Here's what I understand:
  • God, holy and magnificent above what we can grasp, is utterly terrifying to humanity.
  • Our Maker restored the possibility of a relationship between us, based not on our merits or works, but on his amazing provision through a Sacrifice that satisfies his justice and demonstrates his love.
  • Woohoo! We are free; we live in harmony and beauty; we are pardoned from anything we have done or will do. (Yeah, my heart is dancing with joy!)
  • When he comes back, we will understand the past, present, and future grace and peace he extends to us. THAT will be a celebration unlike any other for those who love him. (In contrast, the realization will be an unthinkable horror for those who rejected him.)
  • It's an honor to live as God's kings and priests among our fellows, inviting them by words and by peaceful, moral, exuberant lives, into relationship with our God.
  • God will examine how we lived and reward us in absolute justice, according to our choice to live in him or spurn his friendship.
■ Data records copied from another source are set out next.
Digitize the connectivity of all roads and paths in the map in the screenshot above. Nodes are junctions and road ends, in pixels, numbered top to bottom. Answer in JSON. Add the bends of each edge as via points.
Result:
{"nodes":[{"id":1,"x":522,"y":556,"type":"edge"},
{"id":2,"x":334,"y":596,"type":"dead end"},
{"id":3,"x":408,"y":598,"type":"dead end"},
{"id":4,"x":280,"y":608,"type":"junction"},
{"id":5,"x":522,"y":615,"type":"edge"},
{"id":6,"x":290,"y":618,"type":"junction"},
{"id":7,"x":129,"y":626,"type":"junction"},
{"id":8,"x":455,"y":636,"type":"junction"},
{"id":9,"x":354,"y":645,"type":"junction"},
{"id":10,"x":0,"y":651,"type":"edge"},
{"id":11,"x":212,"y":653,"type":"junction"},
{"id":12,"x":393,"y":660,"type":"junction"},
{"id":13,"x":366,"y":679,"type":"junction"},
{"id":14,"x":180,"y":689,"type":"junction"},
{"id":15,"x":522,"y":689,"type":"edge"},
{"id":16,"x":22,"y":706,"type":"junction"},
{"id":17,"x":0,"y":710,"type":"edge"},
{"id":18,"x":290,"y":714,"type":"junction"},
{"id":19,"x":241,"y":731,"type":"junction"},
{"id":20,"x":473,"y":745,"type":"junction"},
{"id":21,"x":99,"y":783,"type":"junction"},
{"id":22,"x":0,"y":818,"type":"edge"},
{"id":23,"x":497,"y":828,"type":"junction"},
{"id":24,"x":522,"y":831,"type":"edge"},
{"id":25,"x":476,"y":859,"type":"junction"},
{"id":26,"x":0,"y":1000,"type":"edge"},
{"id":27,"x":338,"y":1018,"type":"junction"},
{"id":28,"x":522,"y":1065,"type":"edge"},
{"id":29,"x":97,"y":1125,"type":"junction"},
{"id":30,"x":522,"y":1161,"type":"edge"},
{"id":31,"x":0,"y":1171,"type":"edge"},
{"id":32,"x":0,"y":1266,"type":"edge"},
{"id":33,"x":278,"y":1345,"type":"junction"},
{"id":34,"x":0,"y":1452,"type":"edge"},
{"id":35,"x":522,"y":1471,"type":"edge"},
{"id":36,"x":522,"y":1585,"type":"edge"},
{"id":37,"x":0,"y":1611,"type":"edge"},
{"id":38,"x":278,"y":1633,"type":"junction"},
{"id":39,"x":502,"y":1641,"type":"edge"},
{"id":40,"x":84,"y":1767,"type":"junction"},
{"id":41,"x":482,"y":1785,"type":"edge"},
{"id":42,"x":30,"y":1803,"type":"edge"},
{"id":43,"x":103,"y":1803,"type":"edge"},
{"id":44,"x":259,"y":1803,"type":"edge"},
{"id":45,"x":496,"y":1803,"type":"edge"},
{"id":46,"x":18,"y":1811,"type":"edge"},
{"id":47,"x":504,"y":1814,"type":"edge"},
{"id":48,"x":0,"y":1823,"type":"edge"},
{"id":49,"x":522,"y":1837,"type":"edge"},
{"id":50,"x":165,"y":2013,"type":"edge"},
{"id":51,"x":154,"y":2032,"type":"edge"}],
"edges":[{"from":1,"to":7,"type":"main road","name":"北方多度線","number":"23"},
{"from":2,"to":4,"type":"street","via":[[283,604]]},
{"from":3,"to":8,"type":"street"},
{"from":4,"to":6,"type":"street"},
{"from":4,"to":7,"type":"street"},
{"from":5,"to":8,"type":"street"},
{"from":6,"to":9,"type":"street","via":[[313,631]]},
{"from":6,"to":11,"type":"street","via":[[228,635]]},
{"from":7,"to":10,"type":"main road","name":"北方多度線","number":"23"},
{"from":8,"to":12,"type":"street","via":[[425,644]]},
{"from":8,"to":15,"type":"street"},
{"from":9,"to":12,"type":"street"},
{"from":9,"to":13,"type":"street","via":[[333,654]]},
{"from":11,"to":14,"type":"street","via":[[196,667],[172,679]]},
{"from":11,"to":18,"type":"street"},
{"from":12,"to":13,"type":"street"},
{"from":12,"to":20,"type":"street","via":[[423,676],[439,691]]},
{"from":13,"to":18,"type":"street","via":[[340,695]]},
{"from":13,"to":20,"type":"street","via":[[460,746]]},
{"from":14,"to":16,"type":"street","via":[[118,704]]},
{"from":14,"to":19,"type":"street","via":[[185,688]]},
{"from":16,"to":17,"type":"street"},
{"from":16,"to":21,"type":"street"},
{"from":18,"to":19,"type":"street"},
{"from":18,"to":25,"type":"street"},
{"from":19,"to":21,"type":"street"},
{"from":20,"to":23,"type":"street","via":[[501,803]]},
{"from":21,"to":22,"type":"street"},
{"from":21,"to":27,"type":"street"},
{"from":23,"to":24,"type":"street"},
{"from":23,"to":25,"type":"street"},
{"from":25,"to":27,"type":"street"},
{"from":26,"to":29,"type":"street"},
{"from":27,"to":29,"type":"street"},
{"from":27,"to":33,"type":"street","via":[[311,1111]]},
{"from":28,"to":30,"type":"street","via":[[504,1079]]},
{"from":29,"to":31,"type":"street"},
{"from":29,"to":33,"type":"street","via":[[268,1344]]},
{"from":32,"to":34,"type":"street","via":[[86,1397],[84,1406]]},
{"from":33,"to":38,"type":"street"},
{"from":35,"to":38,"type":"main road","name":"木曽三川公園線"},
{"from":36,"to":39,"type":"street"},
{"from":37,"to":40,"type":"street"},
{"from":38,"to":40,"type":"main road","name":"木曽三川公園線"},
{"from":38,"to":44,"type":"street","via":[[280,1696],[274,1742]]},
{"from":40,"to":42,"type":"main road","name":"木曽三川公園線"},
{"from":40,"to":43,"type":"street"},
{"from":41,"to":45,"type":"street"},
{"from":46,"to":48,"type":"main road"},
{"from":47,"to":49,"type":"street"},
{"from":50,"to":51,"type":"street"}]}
Am I insecure? Can I lose intimacy with God like a letter I drop on the way to the post office? Nope, I'm safe in the hands of a mighty Lord who keeps me. However, he expects me to press in, to align with his character, and to serve him and others as his emissary. He also lovingly allows me to walk away and reject him, even when that means I deliberately choose to end our relationship.

We choose Life! To THE ONE, who was, is, and is to come, be glory, honor, power, dominion, authority, praise... over all, and in you and me... as we worship with right living and joyful retelling of his goodness. AMEN.